● **Assignment**
For the word "turn", search the records and show each line in which it occurs.

● **Records to use**
-- Opening Marker --
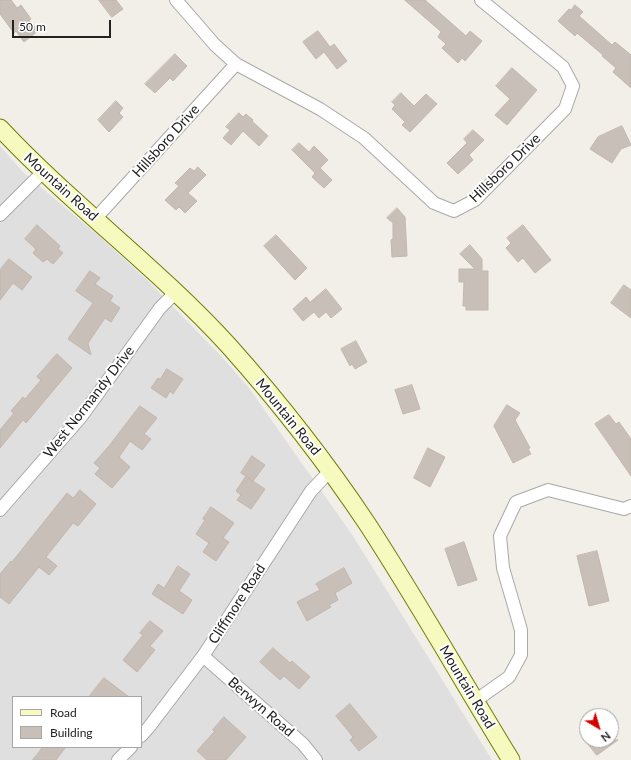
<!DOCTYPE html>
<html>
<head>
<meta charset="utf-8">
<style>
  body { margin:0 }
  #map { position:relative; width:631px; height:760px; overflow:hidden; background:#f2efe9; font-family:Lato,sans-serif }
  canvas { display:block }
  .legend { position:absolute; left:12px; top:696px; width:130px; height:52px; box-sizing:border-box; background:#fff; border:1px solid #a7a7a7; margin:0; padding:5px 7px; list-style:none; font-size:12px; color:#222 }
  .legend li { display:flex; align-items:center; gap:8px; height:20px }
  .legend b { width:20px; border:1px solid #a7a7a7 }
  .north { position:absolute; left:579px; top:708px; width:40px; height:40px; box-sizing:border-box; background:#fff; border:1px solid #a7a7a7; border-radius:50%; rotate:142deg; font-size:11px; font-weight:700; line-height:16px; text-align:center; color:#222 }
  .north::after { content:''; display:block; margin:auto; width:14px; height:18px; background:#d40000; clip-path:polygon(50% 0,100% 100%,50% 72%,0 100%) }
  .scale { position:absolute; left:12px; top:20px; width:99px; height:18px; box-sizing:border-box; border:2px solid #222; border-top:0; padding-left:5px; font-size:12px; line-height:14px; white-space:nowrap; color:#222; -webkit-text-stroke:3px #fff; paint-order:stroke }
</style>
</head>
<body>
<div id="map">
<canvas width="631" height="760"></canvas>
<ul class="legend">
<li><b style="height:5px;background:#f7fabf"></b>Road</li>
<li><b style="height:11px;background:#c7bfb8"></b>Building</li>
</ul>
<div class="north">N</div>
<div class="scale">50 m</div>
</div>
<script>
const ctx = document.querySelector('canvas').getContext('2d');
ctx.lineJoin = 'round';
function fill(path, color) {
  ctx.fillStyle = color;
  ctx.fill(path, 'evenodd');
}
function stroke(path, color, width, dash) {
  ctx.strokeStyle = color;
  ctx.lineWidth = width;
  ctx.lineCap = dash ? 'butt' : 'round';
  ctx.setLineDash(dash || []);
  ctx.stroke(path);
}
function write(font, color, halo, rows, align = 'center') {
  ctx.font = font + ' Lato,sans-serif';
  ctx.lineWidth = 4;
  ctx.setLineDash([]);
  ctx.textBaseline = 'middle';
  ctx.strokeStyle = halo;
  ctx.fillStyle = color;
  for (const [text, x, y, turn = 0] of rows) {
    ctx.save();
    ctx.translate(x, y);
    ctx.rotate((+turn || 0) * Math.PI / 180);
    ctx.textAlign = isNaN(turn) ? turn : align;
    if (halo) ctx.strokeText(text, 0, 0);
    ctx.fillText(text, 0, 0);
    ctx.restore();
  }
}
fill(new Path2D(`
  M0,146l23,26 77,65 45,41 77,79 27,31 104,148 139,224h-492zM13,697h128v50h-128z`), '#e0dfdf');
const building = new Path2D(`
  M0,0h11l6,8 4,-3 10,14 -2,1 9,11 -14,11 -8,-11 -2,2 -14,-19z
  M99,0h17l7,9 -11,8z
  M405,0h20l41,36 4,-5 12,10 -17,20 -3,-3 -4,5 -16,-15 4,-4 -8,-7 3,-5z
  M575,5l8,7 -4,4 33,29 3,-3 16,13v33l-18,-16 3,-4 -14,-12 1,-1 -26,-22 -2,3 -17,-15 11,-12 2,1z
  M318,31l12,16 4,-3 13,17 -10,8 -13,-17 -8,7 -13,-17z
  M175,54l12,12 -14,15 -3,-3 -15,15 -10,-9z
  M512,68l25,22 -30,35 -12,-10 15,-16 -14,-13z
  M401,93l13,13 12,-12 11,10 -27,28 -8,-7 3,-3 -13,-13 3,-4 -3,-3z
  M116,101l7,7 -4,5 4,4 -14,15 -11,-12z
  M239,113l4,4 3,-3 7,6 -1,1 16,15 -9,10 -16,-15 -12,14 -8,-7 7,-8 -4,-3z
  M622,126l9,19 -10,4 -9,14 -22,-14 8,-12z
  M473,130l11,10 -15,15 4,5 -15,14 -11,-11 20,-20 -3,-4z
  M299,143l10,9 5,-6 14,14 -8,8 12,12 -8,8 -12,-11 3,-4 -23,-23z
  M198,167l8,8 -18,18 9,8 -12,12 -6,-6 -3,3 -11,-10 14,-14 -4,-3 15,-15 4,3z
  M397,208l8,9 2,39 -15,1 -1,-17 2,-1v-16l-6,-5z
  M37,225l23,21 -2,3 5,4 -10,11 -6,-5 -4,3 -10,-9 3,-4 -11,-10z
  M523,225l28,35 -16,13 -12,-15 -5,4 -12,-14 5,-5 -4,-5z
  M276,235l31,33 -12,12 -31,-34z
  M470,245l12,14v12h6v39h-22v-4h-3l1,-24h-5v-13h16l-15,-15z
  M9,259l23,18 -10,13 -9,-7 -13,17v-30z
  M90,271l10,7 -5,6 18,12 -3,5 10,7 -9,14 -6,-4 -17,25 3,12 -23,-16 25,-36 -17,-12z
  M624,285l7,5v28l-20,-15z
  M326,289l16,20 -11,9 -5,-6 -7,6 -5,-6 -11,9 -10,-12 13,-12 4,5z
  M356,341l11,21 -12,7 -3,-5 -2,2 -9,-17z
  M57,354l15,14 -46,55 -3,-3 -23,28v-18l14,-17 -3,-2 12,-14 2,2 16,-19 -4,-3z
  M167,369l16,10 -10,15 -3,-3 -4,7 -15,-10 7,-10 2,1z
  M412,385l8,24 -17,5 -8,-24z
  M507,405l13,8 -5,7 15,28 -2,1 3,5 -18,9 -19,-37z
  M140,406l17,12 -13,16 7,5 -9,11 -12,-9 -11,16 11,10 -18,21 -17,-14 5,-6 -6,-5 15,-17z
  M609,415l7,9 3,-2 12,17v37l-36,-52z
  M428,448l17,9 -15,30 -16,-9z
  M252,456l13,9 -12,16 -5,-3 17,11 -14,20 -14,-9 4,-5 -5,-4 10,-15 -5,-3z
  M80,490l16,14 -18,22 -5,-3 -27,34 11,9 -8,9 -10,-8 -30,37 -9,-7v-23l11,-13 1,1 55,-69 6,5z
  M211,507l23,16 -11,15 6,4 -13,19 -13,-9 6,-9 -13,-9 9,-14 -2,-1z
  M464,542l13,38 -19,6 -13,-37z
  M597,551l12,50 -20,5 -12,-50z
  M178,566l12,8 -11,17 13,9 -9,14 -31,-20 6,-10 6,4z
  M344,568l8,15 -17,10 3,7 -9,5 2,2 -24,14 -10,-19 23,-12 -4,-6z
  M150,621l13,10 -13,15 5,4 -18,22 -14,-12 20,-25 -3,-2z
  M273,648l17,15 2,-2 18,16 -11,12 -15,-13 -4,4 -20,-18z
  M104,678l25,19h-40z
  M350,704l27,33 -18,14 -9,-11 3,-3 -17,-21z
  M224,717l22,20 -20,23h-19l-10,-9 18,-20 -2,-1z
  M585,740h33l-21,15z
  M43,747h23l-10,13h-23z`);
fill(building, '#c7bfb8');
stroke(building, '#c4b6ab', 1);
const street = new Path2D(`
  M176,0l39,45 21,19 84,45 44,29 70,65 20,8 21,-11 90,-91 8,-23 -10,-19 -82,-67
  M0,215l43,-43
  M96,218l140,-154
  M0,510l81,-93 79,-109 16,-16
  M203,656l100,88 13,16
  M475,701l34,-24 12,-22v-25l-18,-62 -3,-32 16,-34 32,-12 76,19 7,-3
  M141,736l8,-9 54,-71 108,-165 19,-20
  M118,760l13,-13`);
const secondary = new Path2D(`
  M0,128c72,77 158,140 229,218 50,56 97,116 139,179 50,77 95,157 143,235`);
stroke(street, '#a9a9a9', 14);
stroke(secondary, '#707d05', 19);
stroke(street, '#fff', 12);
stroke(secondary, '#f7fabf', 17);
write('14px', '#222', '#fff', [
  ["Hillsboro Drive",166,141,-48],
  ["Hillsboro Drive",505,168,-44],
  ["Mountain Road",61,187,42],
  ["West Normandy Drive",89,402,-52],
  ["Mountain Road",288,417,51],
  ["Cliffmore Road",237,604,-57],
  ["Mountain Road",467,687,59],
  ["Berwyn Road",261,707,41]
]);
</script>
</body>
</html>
-- Closing Marker --
● **Result**
  for (const [text, x, y, turn = 0] of rows) {
    ctx.rotate((+turn || 0) * Math.PI / 180);
    ctx.textAlign = isNaN(turn) ? turn : align;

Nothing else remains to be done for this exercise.